▸ Directions for this task
Reproduce every record exactly as it appears, but not the pictures.

▸ Stored data
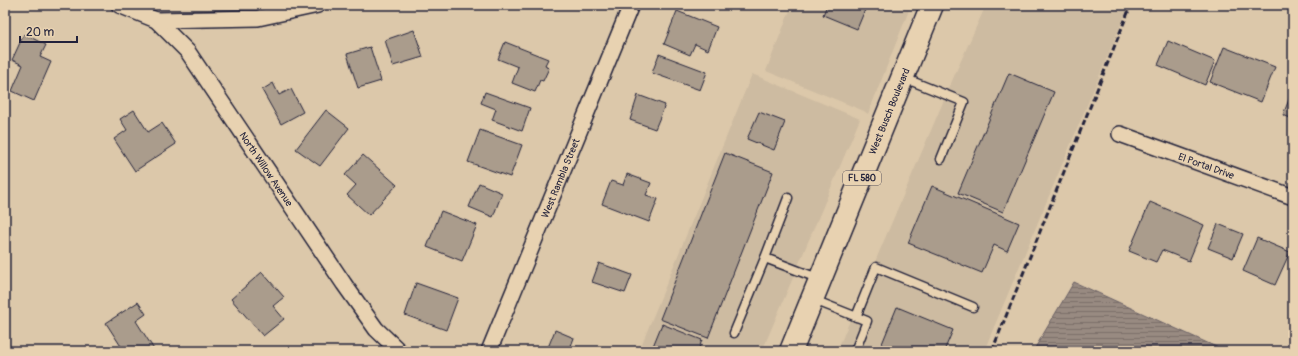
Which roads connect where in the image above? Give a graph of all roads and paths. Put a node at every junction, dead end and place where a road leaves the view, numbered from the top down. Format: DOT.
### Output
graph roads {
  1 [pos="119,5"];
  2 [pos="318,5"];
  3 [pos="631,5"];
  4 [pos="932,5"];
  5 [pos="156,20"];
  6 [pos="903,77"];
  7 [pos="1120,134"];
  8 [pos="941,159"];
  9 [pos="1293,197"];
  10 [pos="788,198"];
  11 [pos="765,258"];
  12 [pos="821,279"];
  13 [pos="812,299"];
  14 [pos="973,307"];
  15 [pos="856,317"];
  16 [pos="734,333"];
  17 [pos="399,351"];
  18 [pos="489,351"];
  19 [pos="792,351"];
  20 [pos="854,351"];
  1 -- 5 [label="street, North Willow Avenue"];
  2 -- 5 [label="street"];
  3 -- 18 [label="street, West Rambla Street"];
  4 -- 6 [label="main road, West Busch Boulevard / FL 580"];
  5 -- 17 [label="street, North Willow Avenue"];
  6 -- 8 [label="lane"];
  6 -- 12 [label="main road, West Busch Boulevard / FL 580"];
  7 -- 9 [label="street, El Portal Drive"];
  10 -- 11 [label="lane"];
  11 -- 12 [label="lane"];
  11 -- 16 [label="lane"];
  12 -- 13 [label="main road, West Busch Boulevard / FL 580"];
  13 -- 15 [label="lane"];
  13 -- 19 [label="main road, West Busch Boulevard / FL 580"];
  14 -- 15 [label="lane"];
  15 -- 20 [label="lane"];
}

▸ Written answer
Which roads connect where in the image above? Give a graph of all roads and paths. Put a node at every junction, dead end and place where a road leaves the view, numbered from the top down. Format: DOT.
### Output
graph roads {
  1 [pos="119,5"];
  2 [pos="318,5"];
  3 [pos="631,5"];
  4 [pos="932,5"];
  5 [pos="156,20"];
  6 [pos="903,77"];
  7 [pos="1120,134"];
  8 [pos="941,159"];
  9 [pos="1293,197"];
  10 [pos="788,198"];
  11 [pos="765,258"];
  12 [pos="821,279"];
  13 [pos="812,299"];
  14 [pos="973,307"];
  15 [pos="856,317"];
  16 [pos="734,333"];
  17 [pos="399,351"];
  18 [pos="489,351"];
  19 [pos="792,351"];
  20 [pos="854,351"];
  1 -- 5 [label="street, North Willow Avenue"];
  2 -- 5 [label="street"];
  3 -- 18 [label="street, West Rambla Street"];
  4 -- 6 [label="main road, West Busch Boulevard / FL 580"];
  5 -- 17 [label="street, North Willow Avenue"];
  6 -- 8 [label="lane"];
  6 -- 12 [label="main road, West Busch Boulevard / FL 580"];
  7 -- 9 [label="street, El Portal Drive"];
  10 -- 11 [label="lane"];
  11 -- 12 [label="lane"];
  11 -- 16 [label="lane"];
  12 -- 13 [label="main road, West Busch Boulevard / FL 580"];
  13 -- 15 [label="lane"];
  13 -- 19 [label="main road, West Busch Boulevard / FL 580"];
  14 -- 15 [label="lane"];
  15 -- 20 [label="lane"];
}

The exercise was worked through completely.